UPDATE: As soon as this went to print, Rob Felty (a linguist) informed me that the established term for what I’ve called nominology is onomastics. Scooped by 295 years!

UPDATE 2018: I should mention what’s arguably the best name I ever came up with: TagTime, for our stochastic time tracker where you tag (hashtag-style) what you’re doing at random times. I originally named that TimePie in 2007 and then changed it to TagTime in 2011. (Actually it’s possible David Yang thought of “TagTime”; I can’t remember but we could call it a joint creation.) Anyway, “TagTime” is bright green on every single desideratum. Even mellifluidity, thanks to the alliteration.


 

Related links

Handy tools for finding domain names

  • Domai.nr is ridiculously slick
  • InstantDomainSearch is great too but I hate its name!
  • Impossibility.org tries to find available domain names that are evocative by adding prefixes or suffixes to words you specify
  • Bust a Name is similar but combines multiple words you specify
  • DomainGroovy is a website name generator that also has a very nice collection of other resources you can use for finding a domain
  • Yould is a clever tool that uses Markov chains to generate pronouncable random names
  • UPDATE 2018: Launchaco name tool
  • UPDATE 2023: several of the above links are dead now :(
  • Here’s a new one that seems good: Domatron


 

Bonus Puzzle: Three-for-One New Yorker Special!

  1. What is the number of shortest paths between two arbitrary intersections in (idealized) Manhattan?

  2. Prove that there are two New Yorkers with the exact same number of hairs on their heads. (Do not assume that there are at least two bald people.)

  3. Pat has a boyfriend in Brooklyn and a boyfriend in the Bronx.
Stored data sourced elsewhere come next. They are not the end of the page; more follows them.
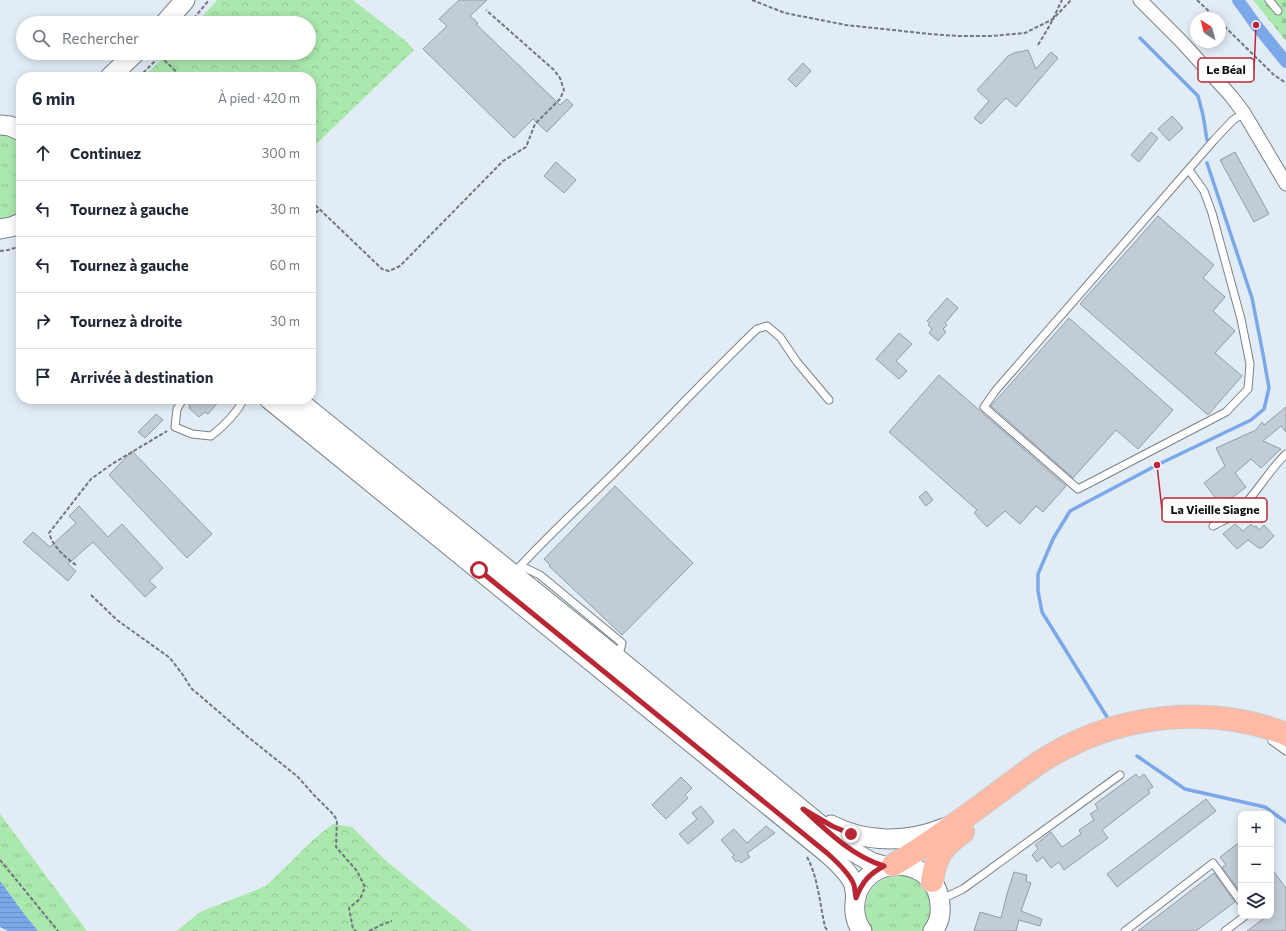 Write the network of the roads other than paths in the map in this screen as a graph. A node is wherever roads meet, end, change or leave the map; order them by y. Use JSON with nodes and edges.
{"nodes":[{"id":1,"x":185,"y":0,"type":"edge"},
{"id":2,"x":1140,"y":0,"type":"edge"},
{"id":3,"x":1269,"y":0,"type":"edge"},
{"id":4,"x":1278,"y":11,"type":"dead end"},
{"id":5,"x":171,"y":16,"type":"edge"},
{"id":6,"x":127,"y":60,"type":"edge"},
{"id":7,"x":115,"y":72,"type":"edge"},
{"id":8,"x":1244,"y":113,"type":"junction"},
{"id":9,"x":0,"y":125,"type":"edge"},
{"id":10,"x":16,"y":129,"type":"edge"},
{"id":11,"x":1189,"y":170,"type":"junction"},
{"id":12,"x":1286,"y":184,"type":"edge"},
{"id":13,"x":16,"y":225,"type":"edge"},
{"id":14,"x":0,"y":229,"type":"edge"},
{"id":15,"x":829,"y":400,"type":"dead end"},
{"id":16,"x":180,"y":404,"type":"edge"},
{"id":17,"x":242,"y":404,"type":"edge"},
{"id":18,"x":275,"y":404,"type":"edge"},
{"id":19,"x":302,"y":404,"type":"edge"},
{"id":20,"x":1286,"y":454,"type":"edge"},
{"id":21,"x":1213,"y":526,"type":"dead end"},
{"id":22,"x":517,"y":570,"type":"junction"},
{"id":23,"x":1283,"y":743,"type":"edge"},
{"id":24,"x":1120,"y":775,"type":"dead end"},
{"id":25,"x":803,"y":809,"type":"junction"},
{"id":26,"x":956,"y":823,"type":"junction"},
{"id":27,"x":889,"y":866,"type":"junction"},
{"id":28,"x":936,"y":891,"type":"junction"},
{"id":29,"x":856,"y":898,"type":"junction"},
{"id":30,"x":1238,"y":898,"type":"edge"},
{"id":31,"x":1241,"y":919,"type":"edge"},
{"id":32,"x":938,"y":927,"type":"edge"},
{"id":33,"x":862,"y":931,"type":"edge"},
{"id":34,"x":1125,"y":931,"type":"edge"},
{"id":35,"x":1225,"y":931,"type":"edge"}],
"edges":[{"from":1,"to":5,"type":"main road"},
{"from":2,"to":8,"type":"street"},
{"from":3,"to":4,"type":"lane"},
{"from":6,"to":7,"type":"main road"},
{"from":8,"to":11,"type":"lane"},
{"from":8,"to":12,"type":"street"},
{"from":9,"to":10,"type":"main road"},
{"from":11,"to":11,"type":"lane"},
{"from":13,"to":14,"type":"main road"},
{"from":15,"to":22,"type":"lane"},
{"from":16,"to":17,"type":"lane"},
{"from":18,"to":29,"type":"main road"},
{"from":19,"to":22,"type":"main road"},
{"from":20,"to":21,"type":"lane"},
{"from":22,"to":25,"type":"main road"},
{"from":23,"to":26,"type":"highway"},
{"from":23,"to":28,"type":"highway"},
{"from":24,"to":28,"type":"lane"},
{"from":25,"to":26,"type":"main road"},
{"from":25,"to":27,"type":"main road"},
{"from":26,"to":27,"type":"highway"},
{"from":27,"to":28,"type":"main road"},
{"from":27,"to":29,"type":"main road"},
{"from":28,"to":32,"type":"main road"},
{"from":29,"to":33,"type":"main road"},
{"from":30,"to":34,"type":"lane"},
{"from":31,"to":35,"type":"lane"}]} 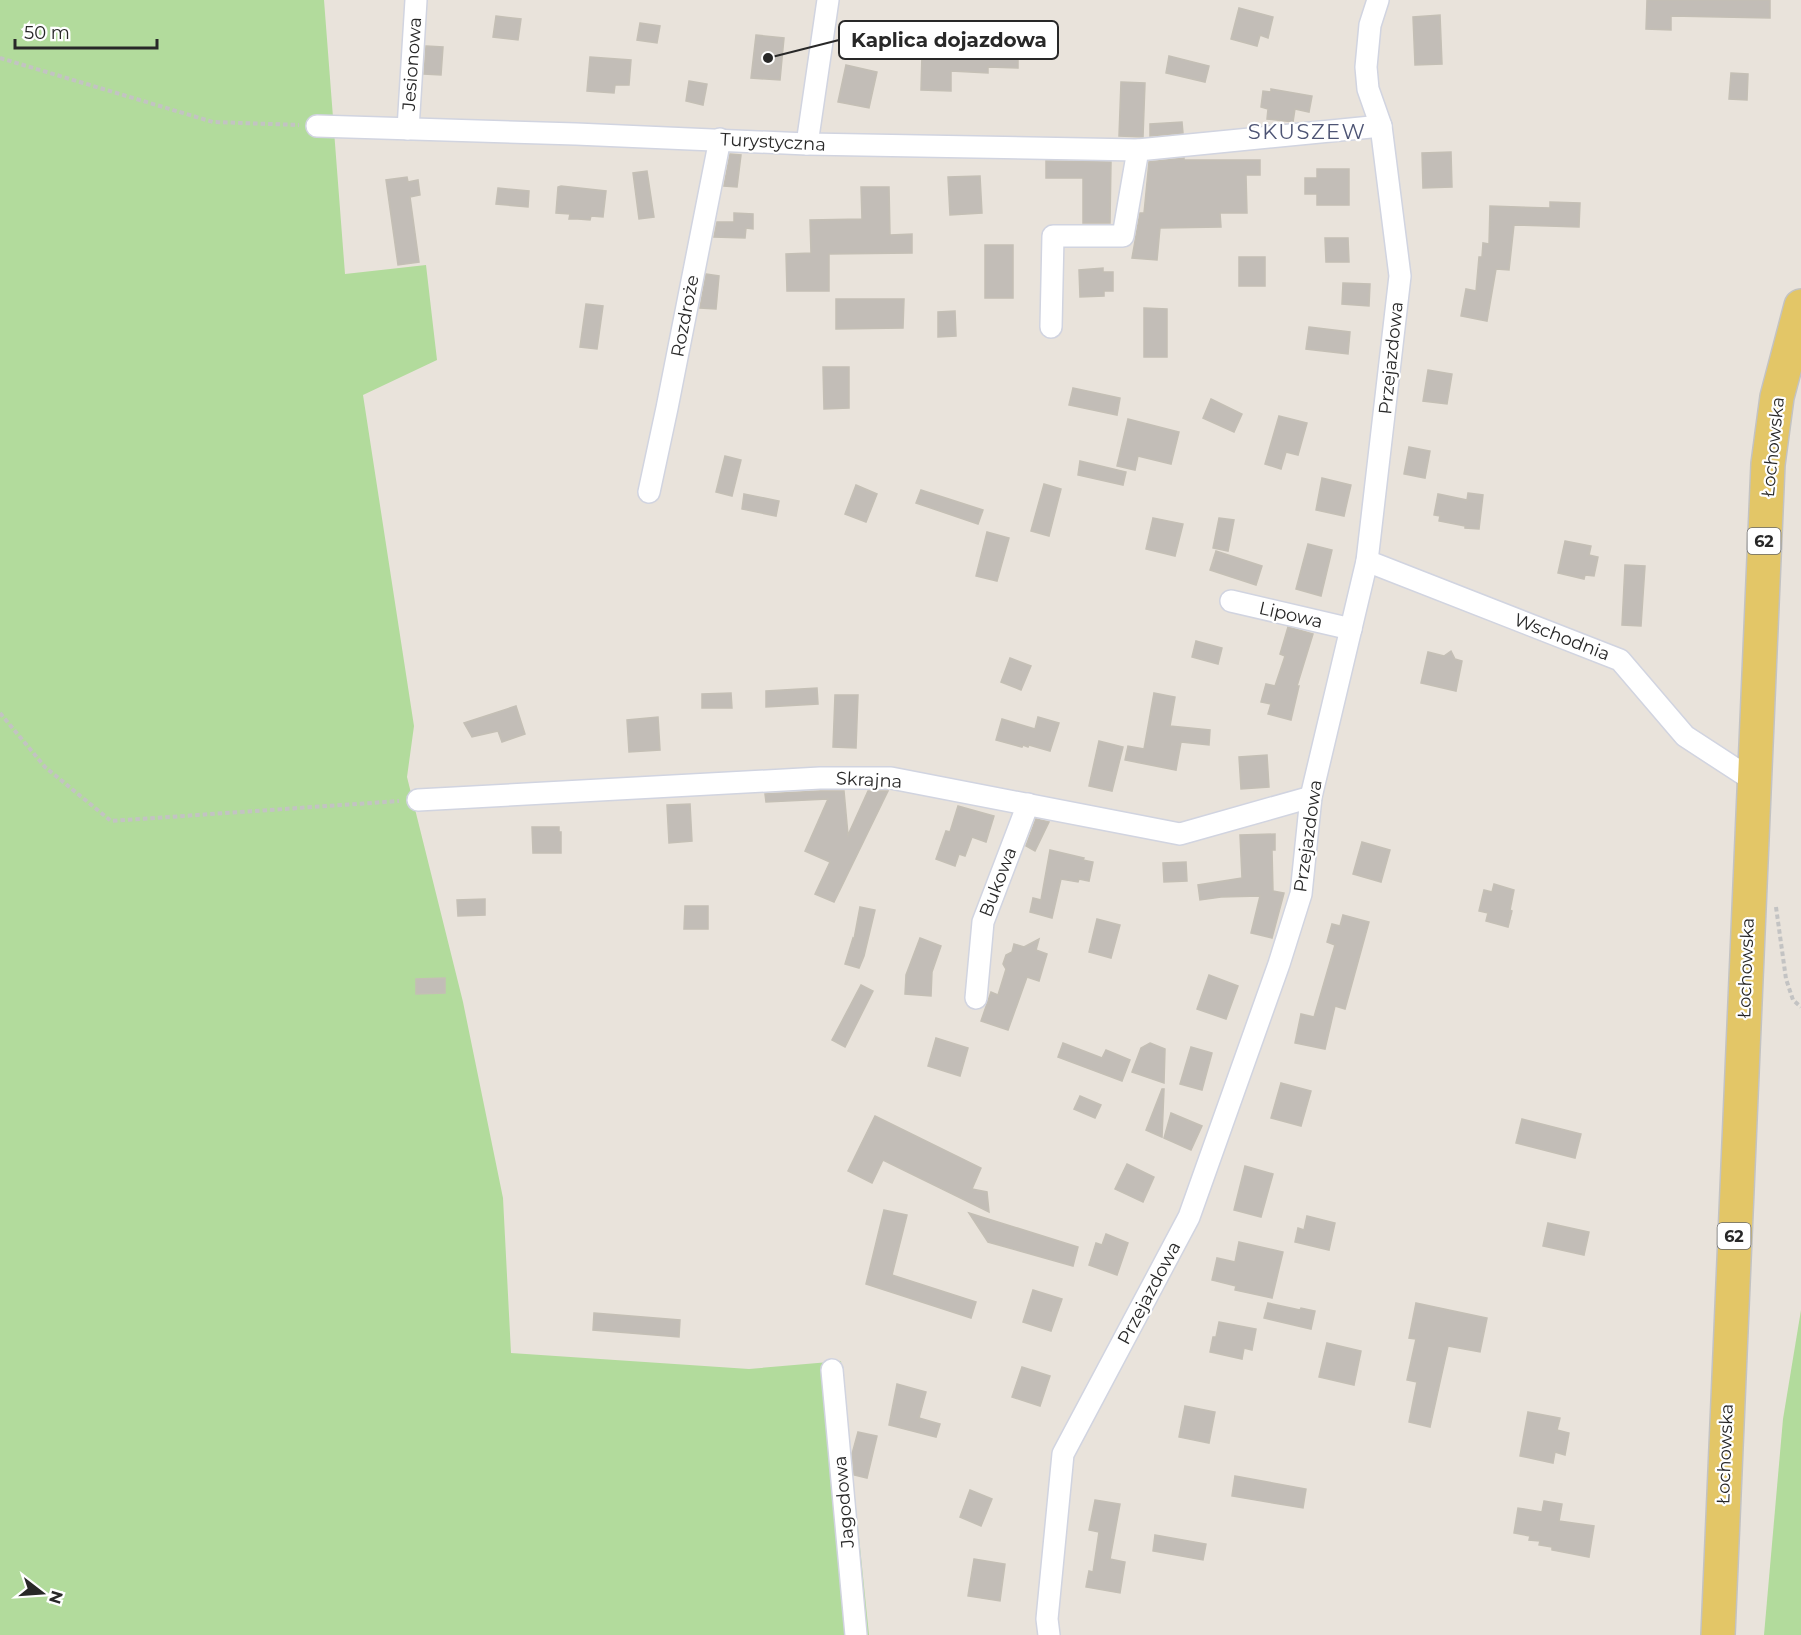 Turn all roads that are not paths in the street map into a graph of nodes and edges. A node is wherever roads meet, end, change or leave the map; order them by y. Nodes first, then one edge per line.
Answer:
1 (416, 0) edge
2 (828, 0) edge
3 (1378, 0) edge
4 (317, 126) road end
5 (1381, 126) junction
6 (408, 129) junction
7 (720, 139) junction
8 (807, 144) junction
9 (1138, 150) junction
10 (1801, 306) edge
11 (1051, 327) dead end
12 (649, 492) dead end
13 (1367, 561) junction
14 (1231, 601) dead end
15 (1351, 629) junction
16 (1754, 781) junction
17 (1311, 797) junction
18 (418, 800) road end
19 (1028, 804) junction
20 (976, 998) dead end
21 (832, 1370) dead end
22 (856, 1635) edge
23 (1049, 1635) edge
24 (1718, 1635) edge

1 - 6 street, Jesionowa
2 - 8 street
3 - 5 street, Przejazdowa
4 - 6 street, Turystyczna
5 - 9 street, Turystyczna
5 - 13 street, Przejazdowa
6 - 7 street, Turystyczna
7 - 8 street, Turystyczna
7 - 12 street, Rozdroże
8 - 9 street, Turystyczna
9 - 11 street
10 - 16 main road, Łochowska / 62
13 - 15 street, Przejazdowa
13 - 16 street, Wschodnia
14 - 15 street, Lipowa
15 - 17 street, Przejazdowa
16 - 24 main road, Łochowska / 62
17 - 19 street, Skrajna
17 - 23 street, Przejazdowa
18 - 19 street, Skrajna
19 - 20 street, Bukowa
21 - 22 street, Jagodowa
She likes them equally well so when she wants to see one of them, she takes whichever train (uptown or downtown) arrives first. There are the same number of uptown and downtown trains, and both arrive like clockwork, each following 10 minutes on the heels of the previous one. Pat shows up at the subway stop at entirely random times. Yet she finds that she ends up going to Brooklyn fully 90% of the time. How could that happen?


 

Illustration by Kelly Savage.
Thanks to David Yang, David Reiley, and Bethany Soule for contributions.

Footnotes

[1] I recently discussed the naming of my own startup, Beeminder. I didn’t think of that name, but did name its previous incarnation, Kibotzer. You can see the improvement:

[2] Often when we notice we’re talking out loud about some aspect of our code like “a graph where it’s good to be above the yellow brick road as opposed to below it” or “graphs for which we auto-sum the datapoints and plot the cumulative total” I’ll announce: Stand back! I’m a nominologist! And then I’ll come up with some term like “a graph with positive yaw” or “a kyoom graph” which sound ridiculous but — not to get too whorfian about it — the accumulation of such terminological refactoring can have a surprising impact on direction of development. At the risk of betraying various borderline-OCD tendencies: If it’s something fundamental and widespread in your codebase, give it a highly terse yet pronounceable neologism that you can use in conversation with other developers. Do not use underscore_separated or camelCasedPhrases!

[3] I had always thought that being a substring of common words was part of the point of Ning. It’s a platform for making community-specific social networks so you might create “run.ning.com”. They seem to not have had that in mind at all though, according to their blog.

[4] “Verbing weirds language.” — Calvin, from Calvin and Hobbes.